Pour les micro-entrepreneurs, les organismes de financement à connaître sont :

  • le FAFCEA et les chambres de métiers pour les artisans,
  • l’AGEFICE pour les commerçants.

 

Pour les professions libérales non réglementées, il s’agissait initialement du FIFPL. Pour les micro-entreprises créées après le 1er janvier 2018, le financement des formations relève désormais de l’AGEFICE.

Pour les micro-entreprises plus anciennes qui ont une activité libérale non réglementée, le changement d’opérateur est progressif jusqu’en 2022. Par conséquent, le FIFPL continue pour l’instant de prendre en charge les formations de tous les micro-entrepreneurs dont l’attestation de versement de la contribution à la formation professionnelle mentionne le FIFPL comme fonds d’assurance formation (FAF).
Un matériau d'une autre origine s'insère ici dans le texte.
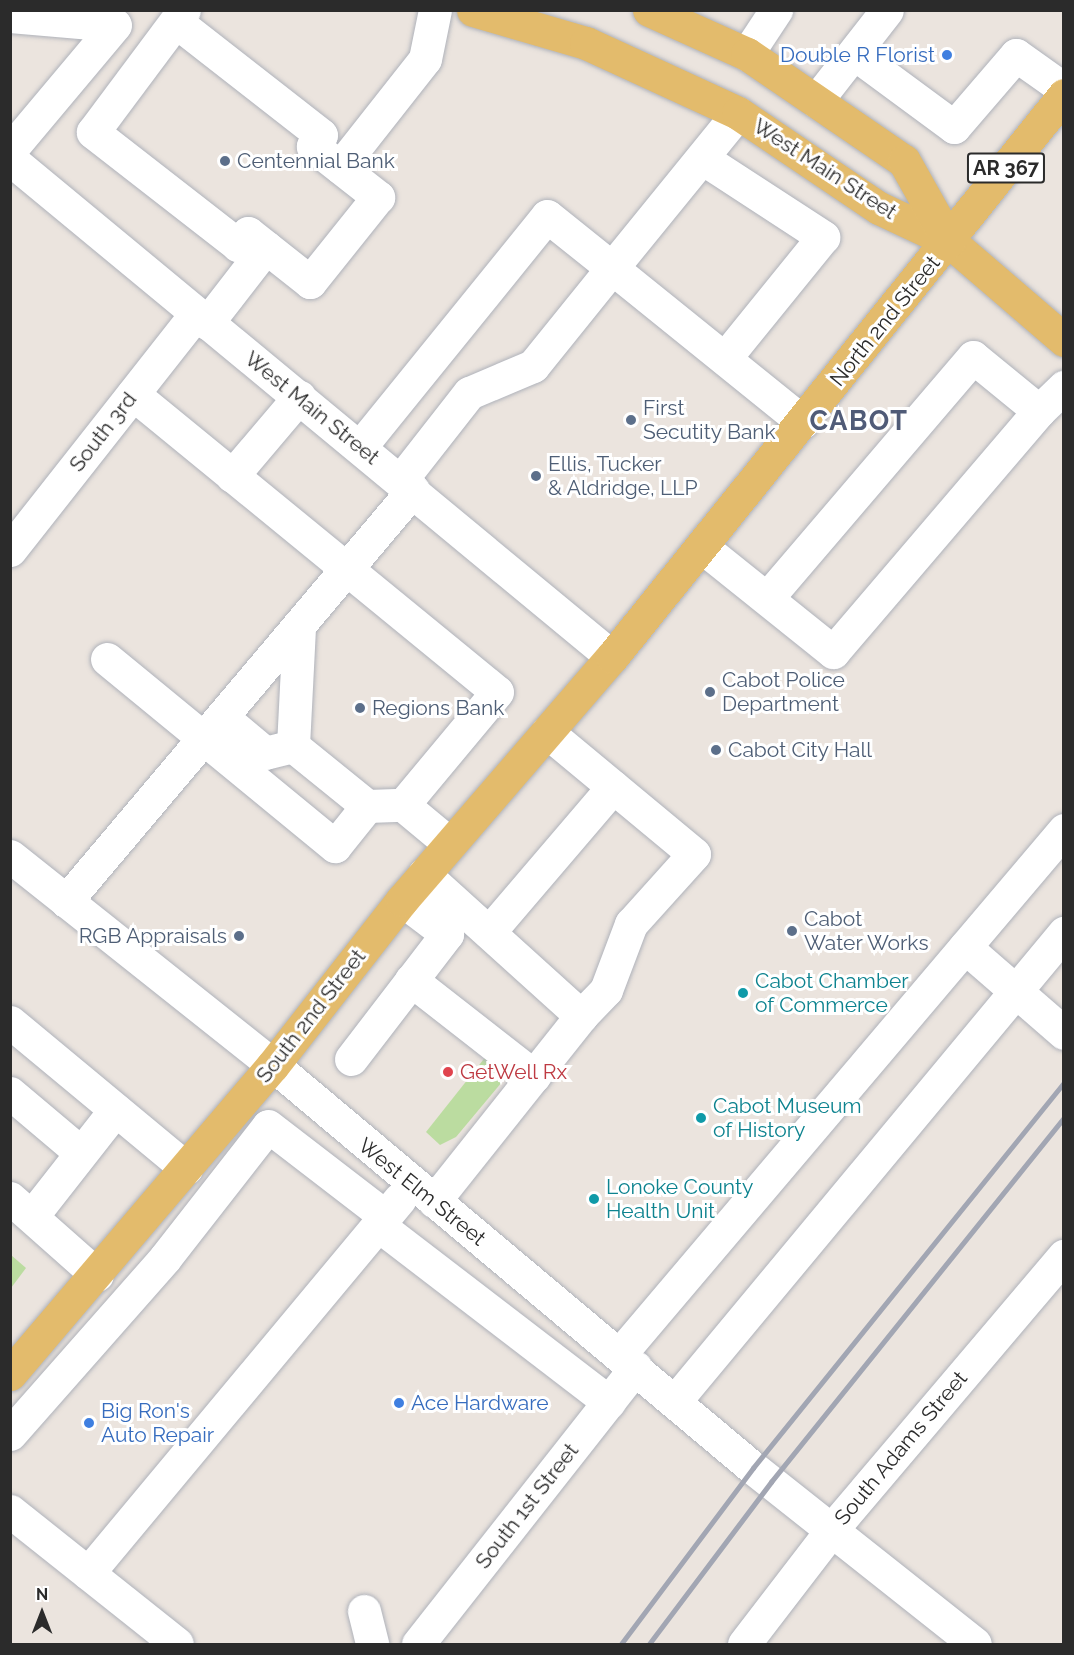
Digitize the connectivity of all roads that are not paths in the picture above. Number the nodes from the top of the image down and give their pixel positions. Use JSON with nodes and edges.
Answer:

Les autres micro-entrepreneurs qui exercent une profession libérale non réglementée doivent se tourner vers l’AGEFICE dès aujourd’hui.

 

Et bonne nouvelle pour finir, la formation Objectif Micro-entreprise est éligible aux divers financements, dont le CPF !

Avant de partir, tu peux télécharger l’ebook Kit de lancement – spécial micro-entreprise, ou la check-list pour créer ta micro-entreprise… ou découvrir la formation Objectif micro-entreprise. Plein de ressources pour t’aider à démarrer du bon pied !

 

3 réflexions sur “Créer sa micro-entreprise en 2021 : ce qu’il faut savoir”

  1. Bonsoir,

    Merci pour cet article ! Cela aide beaucoup à s’y retrouver dans le monde de la micro-entreprise.
    En ce qui concerne l’aide de l’Acre, les trimestres sont-ils comptés à partir de la date de création de l’entreprise ou à partir de la date de dépôt/attribution de l’aide ?
    Par exemple, est-ce possible de créer juridiquement une entreprise fin mars et de faire la demande pour l’acre au 1er Avril pour obtenir le trimestre complet ?

    Merci beaucoup pour votre temps,

    Marie

    1. J'aime la paperasse

      Hello Marie,
      L’ACRE démarre à la date de début d’activité de ton entreprise. Donc ce n’est pas possible de la décaler par rapport à la création d’entreprise.